Emerging Treatments for Psoriasis
Psoriasis affects 2% of the population and 20% of those affected have moderate to severe disease. Therefore, the demand for systemic treatment options in psoriasis persists and is likely to grow as patient expectations for disease clearance increase.1
In 2016, the FDA approved the first anti-IL-17 monoclonal antibody secukinumab (Cosentyx) for the treatment of psoriatic arthritis, the anti-IL-17 monoclonal antibody ixekizumab (Taltz) to treat moderate to severe plaque psoriasis, and expanded the indication for psoriasis treatment using the fusion-protein tumor necrosis factor (TNF) blocker etanercept (Enbrel) to include children aged 4 to 17 years.
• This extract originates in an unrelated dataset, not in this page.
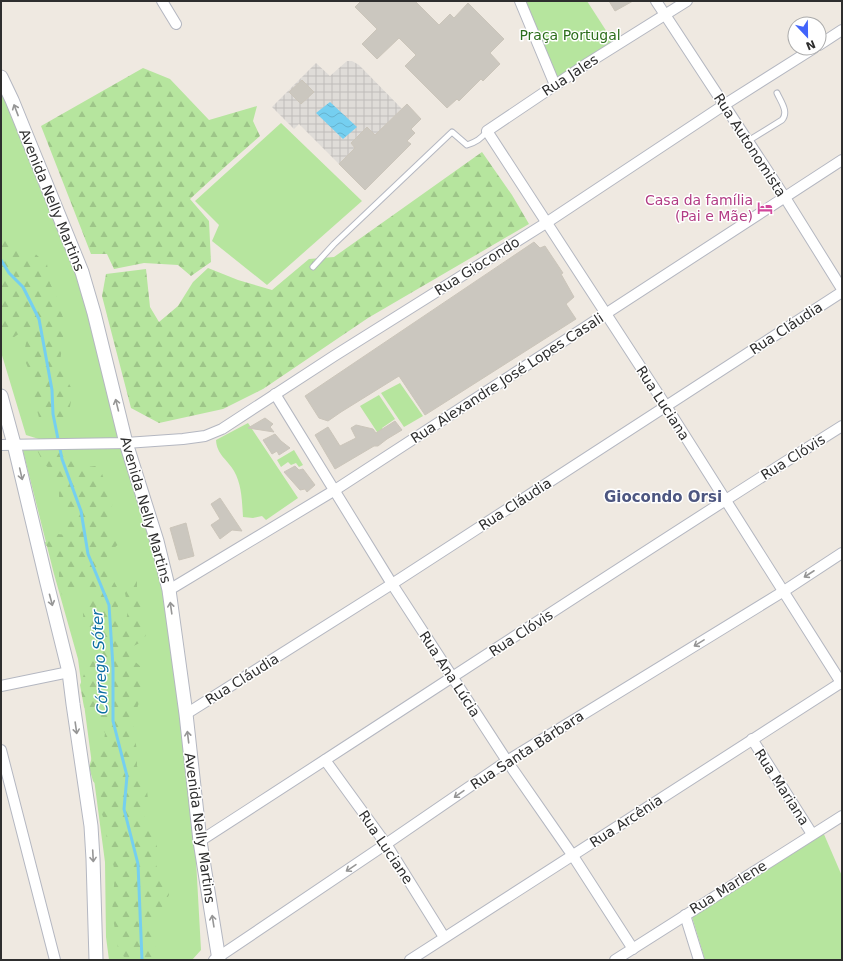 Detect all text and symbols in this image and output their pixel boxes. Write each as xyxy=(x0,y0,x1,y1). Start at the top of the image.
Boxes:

The FDA approved brodalumab (Siliq), an anti-IL-17 receptor A (anti-IL-17RA) monoclonal antibody, to treat adults with moderate to severe plaque psoriasis in February 2017.2 By targeting IL-17RA, brodalumab antagonizes the IL-17 pathway and disrupts the biological activity of IL-17A, IL-17F, IL-17A/F heterodimers, and IL-25 (IL-17E).3 Approval was based on results from 3 multinational phase 3 trials involving 4373 participants enrolled in AMAGINE-1, AMAGINE-2, and AMAGINE-3.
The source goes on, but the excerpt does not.